Closed raviqqe closed 2 years ago
Hi @raviqqe, great to see you here! Your Pen language looks very interesting!
Regarding the optimization, this Intel blogpost discusses that idea and concludes that it should not be done because the C compiler might introduce stores: Because it does not know that the refcount is thread-shared it could write an old value back! In the comments Arch D. Robinson points out that the C++11 standard, paragraph 1.10.22 prohibits that behaviour, but to me it still seems quite risky to rely on that.
Thanks for looking into this! Any contributions to Koka are always appreciated and the kklib support library has been written with much care :-) I can add two more observations:
On most architectures, relaxed atomic loads and stores are just like regular loads and stores; when you look at the generated assembly on x64 or arm64, the exact same instructions are generated whether we use a relaxed atomic load or just read it normally. A relaxed load/store just guarantees that the whole value is read/written as one atomic unit. (This is already the case on most architectures but you could imagine an embedded cpu that read/writes 32 bits as two 16 bit chunks and in that case you need to handle it specially.)

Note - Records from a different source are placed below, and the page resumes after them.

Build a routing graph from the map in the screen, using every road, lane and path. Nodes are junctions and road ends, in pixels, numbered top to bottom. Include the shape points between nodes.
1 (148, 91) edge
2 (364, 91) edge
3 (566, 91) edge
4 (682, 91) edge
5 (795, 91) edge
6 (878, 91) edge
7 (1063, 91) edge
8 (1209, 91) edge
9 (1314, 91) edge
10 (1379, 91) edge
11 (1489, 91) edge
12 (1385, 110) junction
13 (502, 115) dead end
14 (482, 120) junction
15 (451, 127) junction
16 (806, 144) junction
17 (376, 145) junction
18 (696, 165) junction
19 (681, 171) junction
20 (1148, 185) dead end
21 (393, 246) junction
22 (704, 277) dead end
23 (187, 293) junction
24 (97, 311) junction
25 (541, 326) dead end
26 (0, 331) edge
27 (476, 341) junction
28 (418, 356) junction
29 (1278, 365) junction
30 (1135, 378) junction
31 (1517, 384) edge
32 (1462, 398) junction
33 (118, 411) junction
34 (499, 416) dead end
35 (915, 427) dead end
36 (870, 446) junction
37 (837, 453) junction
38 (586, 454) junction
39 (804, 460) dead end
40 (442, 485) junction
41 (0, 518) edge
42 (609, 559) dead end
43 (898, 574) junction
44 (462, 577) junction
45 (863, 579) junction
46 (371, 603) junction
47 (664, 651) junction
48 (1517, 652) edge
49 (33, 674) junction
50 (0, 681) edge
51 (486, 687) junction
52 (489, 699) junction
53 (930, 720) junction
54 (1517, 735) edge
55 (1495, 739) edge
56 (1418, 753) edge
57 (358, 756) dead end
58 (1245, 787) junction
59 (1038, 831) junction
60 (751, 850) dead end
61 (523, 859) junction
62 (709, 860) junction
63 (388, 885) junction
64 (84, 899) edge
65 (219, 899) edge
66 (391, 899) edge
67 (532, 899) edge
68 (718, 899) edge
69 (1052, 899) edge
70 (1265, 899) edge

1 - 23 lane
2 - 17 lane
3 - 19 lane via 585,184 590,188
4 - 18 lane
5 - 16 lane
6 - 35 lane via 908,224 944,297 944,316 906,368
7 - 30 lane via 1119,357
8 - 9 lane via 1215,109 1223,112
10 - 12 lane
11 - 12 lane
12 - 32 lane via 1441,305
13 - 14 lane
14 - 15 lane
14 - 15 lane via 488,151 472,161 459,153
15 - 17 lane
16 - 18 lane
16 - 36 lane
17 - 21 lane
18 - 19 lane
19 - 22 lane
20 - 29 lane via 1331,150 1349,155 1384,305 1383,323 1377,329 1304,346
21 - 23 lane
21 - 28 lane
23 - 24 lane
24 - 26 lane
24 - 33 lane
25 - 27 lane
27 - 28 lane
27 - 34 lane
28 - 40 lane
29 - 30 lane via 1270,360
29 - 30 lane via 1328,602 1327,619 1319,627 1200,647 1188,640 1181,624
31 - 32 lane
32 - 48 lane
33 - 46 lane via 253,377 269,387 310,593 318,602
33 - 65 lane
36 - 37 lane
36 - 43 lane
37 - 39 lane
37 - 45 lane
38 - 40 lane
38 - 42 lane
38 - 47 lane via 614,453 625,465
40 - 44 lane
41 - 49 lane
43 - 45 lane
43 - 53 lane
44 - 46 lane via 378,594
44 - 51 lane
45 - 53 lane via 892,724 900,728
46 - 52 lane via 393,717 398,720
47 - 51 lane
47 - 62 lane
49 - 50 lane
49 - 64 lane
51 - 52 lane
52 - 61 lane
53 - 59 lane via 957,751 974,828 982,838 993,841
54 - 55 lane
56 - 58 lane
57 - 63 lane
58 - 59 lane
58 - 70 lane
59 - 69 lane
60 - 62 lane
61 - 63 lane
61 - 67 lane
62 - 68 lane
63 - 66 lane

For Koka/Lean we have a special "monotonic" property for reference counts: if the object is not (thread) shared, the refcount is always >= 0 and it is explicitly made negative once it can be shared. So, we can safely read the refcount and if it is >= 0, we can just increment/decrement it without needing (non-relaxed) atomic operations (as it can't become shared in-between the read and the inc/dec). This is the trick that makes refcounting very fast in Koka and Lean. When designing a language, make sure that potential thread sharing of objects can be detected (in Koka: global values and the captured values when spawning a task
).
Best, Daan
ps. I guess technically, the Lean code should actually also use relaxed atomic load/stores: if running on a hypothetical CPU architecture that does not load/store a 32-bit value as one whole value, then when an object is shared, we could imagine that a concurrent access could potentially mess up the actual bits that are read non-atomically. But then, I have not seen such system in practice.
@anfelor Thanks for your quick reply and a compliment!

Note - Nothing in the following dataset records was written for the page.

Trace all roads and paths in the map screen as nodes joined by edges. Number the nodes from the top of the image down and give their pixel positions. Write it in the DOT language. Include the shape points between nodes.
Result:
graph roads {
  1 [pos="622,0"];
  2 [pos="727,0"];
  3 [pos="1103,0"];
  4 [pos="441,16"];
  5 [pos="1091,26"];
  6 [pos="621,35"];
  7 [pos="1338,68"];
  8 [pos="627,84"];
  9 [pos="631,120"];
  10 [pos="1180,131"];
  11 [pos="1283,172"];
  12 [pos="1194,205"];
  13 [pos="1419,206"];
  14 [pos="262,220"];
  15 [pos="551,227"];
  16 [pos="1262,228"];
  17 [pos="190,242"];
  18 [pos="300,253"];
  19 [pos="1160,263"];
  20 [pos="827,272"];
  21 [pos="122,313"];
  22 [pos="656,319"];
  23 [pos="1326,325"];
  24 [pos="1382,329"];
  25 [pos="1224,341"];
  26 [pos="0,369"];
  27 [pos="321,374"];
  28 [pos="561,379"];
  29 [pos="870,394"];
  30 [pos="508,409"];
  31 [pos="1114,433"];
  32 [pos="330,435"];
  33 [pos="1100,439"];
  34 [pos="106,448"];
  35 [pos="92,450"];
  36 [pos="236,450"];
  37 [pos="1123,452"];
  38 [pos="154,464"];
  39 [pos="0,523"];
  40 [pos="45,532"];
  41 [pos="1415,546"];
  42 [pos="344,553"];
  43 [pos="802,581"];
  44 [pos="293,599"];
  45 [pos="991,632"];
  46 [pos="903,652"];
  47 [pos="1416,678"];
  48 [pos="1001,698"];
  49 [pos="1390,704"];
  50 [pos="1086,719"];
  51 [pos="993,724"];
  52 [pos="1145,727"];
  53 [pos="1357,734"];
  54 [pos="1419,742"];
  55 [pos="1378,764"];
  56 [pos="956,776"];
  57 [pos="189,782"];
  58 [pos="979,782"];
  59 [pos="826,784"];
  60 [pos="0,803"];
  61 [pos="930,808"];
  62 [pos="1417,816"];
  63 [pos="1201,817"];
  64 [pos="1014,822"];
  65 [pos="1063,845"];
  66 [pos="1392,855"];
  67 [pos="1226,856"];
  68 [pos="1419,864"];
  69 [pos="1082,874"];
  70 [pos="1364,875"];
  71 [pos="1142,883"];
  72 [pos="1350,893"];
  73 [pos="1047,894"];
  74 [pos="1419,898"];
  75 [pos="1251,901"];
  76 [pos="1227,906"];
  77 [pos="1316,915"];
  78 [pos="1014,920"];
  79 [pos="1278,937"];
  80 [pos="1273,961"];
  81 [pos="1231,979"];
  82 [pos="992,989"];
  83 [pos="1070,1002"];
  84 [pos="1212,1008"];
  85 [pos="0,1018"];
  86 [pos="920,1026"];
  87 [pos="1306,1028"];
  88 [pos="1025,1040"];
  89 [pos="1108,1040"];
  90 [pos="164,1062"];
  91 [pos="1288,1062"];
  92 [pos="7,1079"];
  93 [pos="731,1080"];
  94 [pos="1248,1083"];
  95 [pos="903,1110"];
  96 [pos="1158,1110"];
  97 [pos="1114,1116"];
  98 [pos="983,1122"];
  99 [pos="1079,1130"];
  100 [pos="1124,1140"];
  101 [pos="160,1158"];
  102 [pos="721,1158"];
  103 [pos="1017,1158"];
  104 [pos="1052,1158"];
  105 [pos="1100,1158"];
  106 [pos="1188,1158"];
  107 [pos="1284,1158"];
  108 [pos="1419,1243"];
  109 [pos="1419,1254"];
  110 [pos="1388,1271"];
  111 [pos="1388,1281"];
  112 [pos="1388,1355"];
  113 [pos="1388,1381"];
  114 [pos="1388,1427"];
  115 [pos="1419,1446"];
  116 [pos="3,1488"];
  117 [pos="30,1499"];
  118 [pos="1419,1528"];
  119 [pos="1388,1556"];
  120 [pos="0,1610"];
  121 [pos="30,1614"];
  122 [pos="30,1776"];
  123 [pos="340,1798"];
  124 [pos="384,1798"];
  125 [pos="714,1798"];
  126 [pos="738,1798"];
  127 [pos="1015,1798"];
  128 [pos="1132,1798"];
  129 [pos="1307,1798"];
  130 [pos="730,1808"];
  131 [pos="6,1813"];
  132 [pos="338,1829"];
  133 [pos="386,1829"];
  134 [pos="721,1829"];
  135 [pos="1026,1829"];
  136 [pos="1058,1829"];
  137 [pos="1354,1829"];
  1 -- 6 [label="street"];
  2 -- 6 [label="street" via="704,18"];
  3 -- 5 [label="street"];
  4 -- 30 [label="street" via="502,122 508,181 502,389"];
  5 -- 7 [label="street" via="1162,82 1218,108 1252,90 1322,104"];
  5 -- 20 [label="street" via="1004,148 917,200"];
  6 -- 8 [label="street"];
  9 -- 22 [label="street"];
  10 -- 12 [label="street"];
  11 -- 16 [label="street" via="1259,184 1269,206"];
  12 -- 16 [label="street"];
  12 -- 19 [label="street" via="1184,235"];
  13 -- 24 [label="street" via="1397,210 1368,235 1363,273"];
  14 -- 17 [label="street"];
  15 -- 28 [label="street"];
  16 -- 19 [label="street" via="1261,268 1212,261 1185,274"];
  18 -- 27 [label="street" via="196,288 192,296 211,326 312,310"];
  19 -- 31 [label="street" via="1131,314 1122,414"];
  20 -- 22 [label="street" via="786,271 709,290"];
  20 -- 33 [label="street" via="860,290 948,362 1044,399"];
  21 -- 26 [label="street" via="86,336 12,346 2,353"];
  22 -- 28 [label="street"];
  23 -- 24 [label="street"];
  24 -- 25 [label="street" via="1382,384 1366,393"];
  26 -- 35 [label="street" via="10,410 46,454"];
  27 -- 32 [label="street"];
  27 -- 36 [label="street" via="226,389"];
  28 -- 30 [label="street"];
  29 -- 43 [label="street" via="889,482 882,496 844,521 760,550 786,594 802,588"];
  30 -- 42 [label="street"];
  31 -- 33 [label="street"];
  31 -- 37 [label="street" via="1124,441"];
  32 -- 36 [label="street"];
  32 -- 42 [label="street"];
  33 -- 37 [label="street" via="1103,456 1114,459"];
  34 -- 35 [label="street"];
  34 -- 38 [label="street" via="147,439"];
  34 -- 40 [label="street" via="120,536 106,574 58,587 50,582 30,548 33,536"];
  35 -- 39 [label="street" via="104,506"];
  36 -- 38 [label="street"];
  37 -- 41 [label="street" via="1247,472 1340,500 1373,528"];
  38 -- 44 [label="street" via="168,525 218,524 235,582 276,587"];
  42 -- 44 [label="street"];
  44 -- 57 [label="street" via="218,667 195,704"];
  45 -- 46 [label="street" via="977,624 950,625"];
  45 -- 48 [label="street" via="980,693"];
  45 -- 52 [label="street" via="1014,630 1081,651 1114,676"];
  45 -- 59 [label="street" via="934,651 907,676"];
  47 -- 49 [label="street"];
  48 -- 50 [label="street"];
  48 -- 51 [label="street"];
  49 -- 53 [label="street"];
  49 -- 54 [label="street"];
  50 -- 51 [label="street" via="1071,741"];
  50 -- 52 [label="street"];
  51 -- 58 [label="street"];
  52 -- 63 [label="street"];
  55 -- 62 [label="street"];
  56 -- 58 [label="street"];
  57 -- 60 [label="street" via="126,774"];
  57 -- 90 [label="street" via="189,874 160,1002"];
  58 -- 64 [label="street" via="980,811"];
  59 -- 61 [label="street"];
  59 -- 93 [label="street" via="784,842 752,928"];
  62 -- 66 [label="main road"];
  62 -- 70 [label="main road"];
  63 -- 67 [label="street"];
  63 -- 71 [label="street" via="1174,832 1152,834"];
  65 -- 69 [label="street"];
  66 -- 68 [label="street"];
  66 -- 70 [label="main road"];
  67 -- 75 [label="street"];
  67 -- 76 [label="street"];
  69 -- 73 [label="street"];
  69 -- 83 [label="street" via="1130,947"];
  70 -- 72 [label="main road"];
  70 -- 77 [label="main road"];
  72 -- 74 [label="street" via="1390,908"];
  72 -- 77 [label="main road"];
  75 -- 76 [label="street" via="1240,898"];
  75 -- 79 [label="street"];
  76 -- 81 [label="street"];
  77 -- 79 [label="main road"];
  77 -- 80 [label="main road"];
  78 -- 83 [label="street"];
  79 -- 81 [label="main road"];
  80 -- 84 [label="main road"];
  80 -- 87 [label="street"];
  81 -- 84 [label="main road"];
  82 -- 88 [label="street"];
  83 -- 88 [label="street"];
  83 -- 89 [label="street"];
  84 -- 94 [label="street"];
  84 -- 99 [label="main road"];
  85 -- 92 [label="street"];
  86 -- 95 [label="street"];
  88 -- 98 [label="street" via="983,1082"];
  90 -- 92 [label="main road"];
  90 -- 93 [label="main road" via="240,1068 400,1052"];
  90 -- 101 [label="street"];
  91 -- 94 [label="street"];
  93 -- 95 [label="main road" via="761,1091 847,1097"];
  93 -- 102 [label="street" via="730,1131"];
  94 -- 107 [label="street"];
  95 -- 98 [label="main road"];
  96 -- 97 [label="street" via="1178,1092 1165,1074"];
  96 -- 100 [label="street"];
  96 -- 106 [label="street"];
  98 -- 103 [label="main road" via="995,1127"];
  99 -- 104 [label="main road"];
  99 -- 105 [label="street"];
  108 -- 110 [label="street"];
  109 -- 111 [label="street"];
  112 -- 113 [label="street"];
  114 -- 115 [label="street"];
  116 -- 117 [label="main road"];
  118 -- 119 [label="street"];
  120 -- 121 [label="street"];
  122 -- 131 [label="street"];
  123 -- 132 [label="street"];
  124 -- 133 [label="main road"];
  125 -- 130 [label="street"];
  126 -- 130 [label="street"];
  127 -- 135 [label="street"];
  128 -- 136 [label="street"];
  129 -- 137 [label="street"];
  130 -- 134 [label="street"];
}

I see. So we shouldn't rely on the behavior in general even if it works with the current compiler and infrastructure. And in this particular case, for example, the compiler might write the entire 64-bit header value on modification of parts other than
a refcount
field, which causes potential data races although it's explicitly prohibited by the C++ standard? Or, more in general, compilers can use the memory location to store temporary data.
@daanx Thanks for sharing your knowledge! That's really helpful.
For Koka/Lean we have a special "monotonic" property for reference counts
Correct me if I'm wrong. But, as for as I know, Lean's reference count is currently not monotonic in this sense. The counts are just flipped to negative values, I think. For examples,
if running on a hypothetical CPU architecture that does not load/store a 32-bit value as one whole value, then when an object is shared, we could imagine that a concurrent access could potentially mess up the actual bits that are read non-atomically.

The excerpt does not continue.